La campagne était si calme. Le soleil était haut dans le ciel, et mes jambes me portaient jusqu'à l'inconnu, jusqu'aux limites de la forêt. J'étais libre. Je riais avec lui. La vie était si lumineuse. Et cette odeur... celle de la nature, du vent, de l'herbe, des arbres et de la rivière, elle était partout. L'odeur de la vie. Je n'avais aucune idée de qui il était, ni de ce que ma vie deviendrait, mais tout ça n'avait pas d'importance.
J'étais loin de cette maison, de la dureté et de la froideur de ma grand-mère, des interrogations incessantes de ces hommes et femmes. J'étais avec lui. Et c'était tout ce qui comptait. Tout ce que je savais, c'est qu'à ses côtés, j'étais moi. J'étais honnête. Plus de mensonges, plus de cachotteries. Je pouvais vivre au grand jour sans craindre quoi que ce soit. J'étais vivante.
Il était grand. Ses cheveux étaient aussi orange que le coucher du soleil. Il avait de petites taches près du nez et sous les yeux. Ils étaient grands, rieurs, verts. Comme les feuilles des arbres baignées de lumière. Son rire était clair ; il résonnait dans mon cœur et dans mon corps, comme lorsque l'on se tient sur une colline et que le vent souffle si fort qu'il vous coupe le souffle. Je ne savais pas ce qu'aimer voulait dire. Mais je savais que l'idée qu'il ne vienne plus me voir me serrait le cœur.
Cela faisait des années que je n'avais plus rêvé de lui.

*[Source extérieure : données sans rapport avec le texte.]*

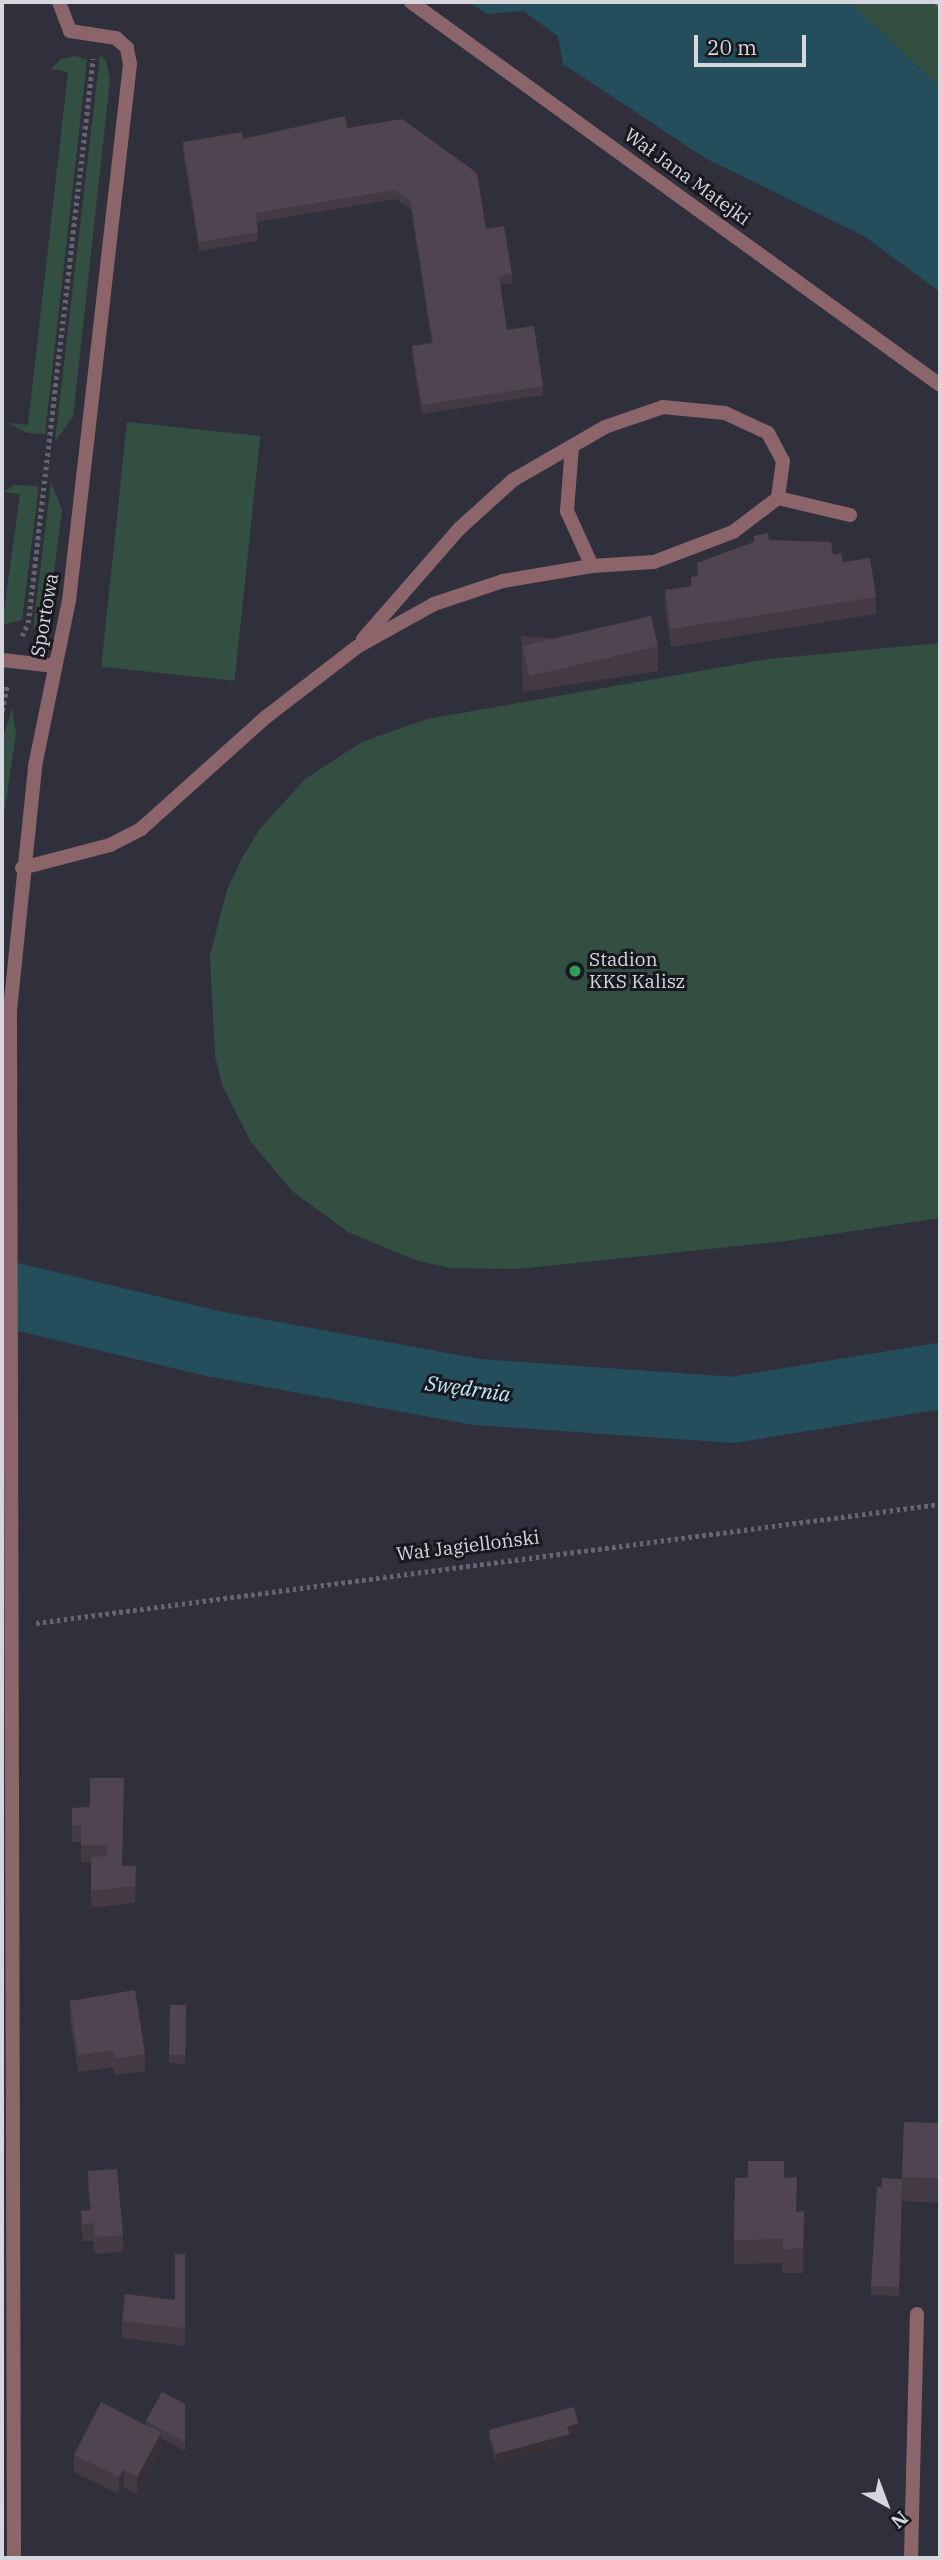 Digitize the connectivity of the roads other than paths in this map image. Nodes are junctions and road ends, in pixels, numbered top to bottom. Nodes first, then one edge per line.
1 (59, 2) edge
2 (411, 2) edge
3 (940, 385) edge
4 (572, 446) junction
5 (778, 498) junction
6 (850, 515) dead end
7 (592, 566) junction
8 (357, 647) junction
9 (6, 660) edge
10 (55, 666) junction
11 (22, 868) junction
12 (6, 1627) edge
13 (917, 2314) dead end
14 (15, 2558) edge
15 (911, 2558) edge

1 - 10 street, Sportowa
2 - 3 street, Wał Jana Matejki
4 - 5 street
4 - 7 street
4 - 8 street
5 - 6 street
5 - 7 street
7 - 8 street
8 - 11 street
9 - 10 street
10 - 11 street, Sportowa
11 - 12 street, Sportowa
12 - 14 street
13 - 15 street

Je ne me souviens plus de son visage. Quelques détails me reviennent parfois en rêve, et je suis à chaque fois troublée. Personne ne doit savoir pour mes rêves. Surtout pas lui.

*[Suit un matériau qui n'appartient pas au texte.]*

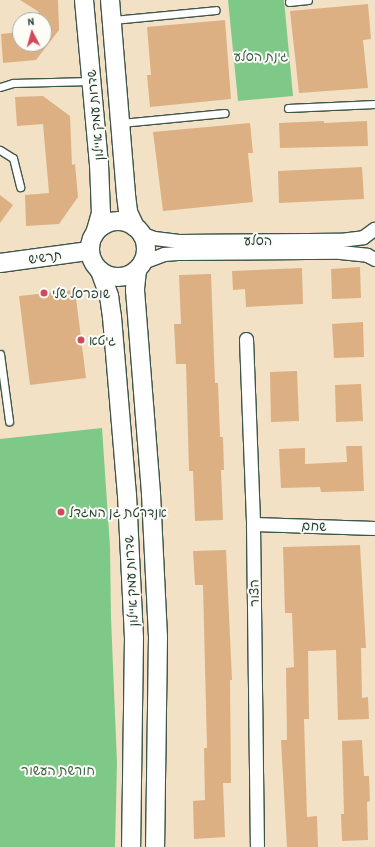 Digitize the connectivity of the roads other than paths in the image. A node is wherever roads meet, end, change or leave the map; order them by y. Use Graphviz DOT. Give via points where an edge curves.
graph roads {
  1 [pos="84,0"];
  2 [pos="110,0"];
  3 [pos="308,0"];
  4 [pos="289,2"];
  5 [pos="216,10"];
  6 [pos="111,20"];
  7 [pos="92,81"];
  8 [pos="0,87"];
  9 [pos="375,104"];
  10 [pos="288,108"];
  11 [pos="225,113"];
  12 [pos="121,123"];
  13 [pos="0,150"];
  14 [pos="20,187"];
  15 [pos="375,229"];
  16 [pos="96,230"];
  17 [pos="138,230"];
  18 [pos="89,251"];
  19 [pos="375,260"];
  20 [pos="0,263"];
  21 [pos="140,266"];
  22 [pos="100,271"];
  23 [pos="246,339"];
  24 [pos="0,354"];
  25 [pos="9,421"];
  26 [pos="253,524"];
  27 [pos="375,528"];
  28 [pos="131,847"];
  29 [pos="155,847"];
  30 [pos="257,847"];
  1 -- 7 [label="main road, שדרות עמק איילון"];
  2 -- 6 [label="main road, שדרות עמק איילון"];
  3 -- 4 [label="lane"];
  5 -- 6 [label="lane"];
  6 -- 12 [label="main road, שדרות עמק איילון"];
  7 -- 8 [label="lane" via="13,83"];
  7 -- 16 [label="main road, שדרות עמק איילון" via="101,196 101,213"];
  9 -- 10 [label="lane"];
  11 -- 12 [label="lane"];
  12 -- 17 [label="main road, שדרות עמק איילון" via="128,212"];
  13 -- 14 [label="lane" via="13,158"];
  15 -- 17 [label="street, הסלע" via="363,237 340,240 165,240"];
  15 -- 19 [label="street" via="368,242 370,254"];
  16 -- 17 [label="main road" via="104,224 121,221"];
  16 -- 18 [label="main road" via="91,238"];
  17 -- 21 [label="main road" via="144,239 146,249"];
  18 -- 20 [label="main road, תרשיש"];
  18 -- 22 [label="main road"];
  19 -- 21 [label="street, הסלע" via="367,255 340,252 185,253 164,254"];
  21 -- 22 [label="main road" via="128,276 119,278"];
  21 -- 29 [label="main road, שדרות עמק איילון" via="135,290 152,494 158,637"];
  22 -- 28 [label="main road, שדרות עמק איילון" via="109,296 112,317 127,495 134,638"];
  23 -- 26 [label="street, הצור"];
  24 -- 25 [label="lane"];
  26 -- 27 [label="street, שחם"];
  26 -- 30 [label="street, הצור"];
}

Il fait froid, maintenant. La lumière a disparu. Il fait sombre, et le vent ne souffle plus. L'odeur de la vie est remplacée par celle du nettoyant que j'utilise pour la maison. Le carrelage qui entoure mon lit est glacé. Je suis seule, et le monde qui m'entoure est désormais gris.
Je ne sais pas d'où elle vient, mais une légère fragrance fleurie me parvient jusqu'aux narines. Peut-être que mon rêve s'accroche encore à mes sens. Peut-être qu'il n'est pas tout à fait fini. Mais je ne suis plus dans la forêt. Et l'inconnu qui me hante n'est jamais revenu me voir. J'avais six ans la dernière fois que je l'avais vu. J'en ai vingt-huit aujourd'hui. Et ma vie est bien différente.
Aujourd'hui, je suis une épouse. Une nettoyeuse.
Le réveil sonne. Il est six heures du matin. Le sol est glacé. Et je dois effacer ce qu'il reste de ma grand-mère.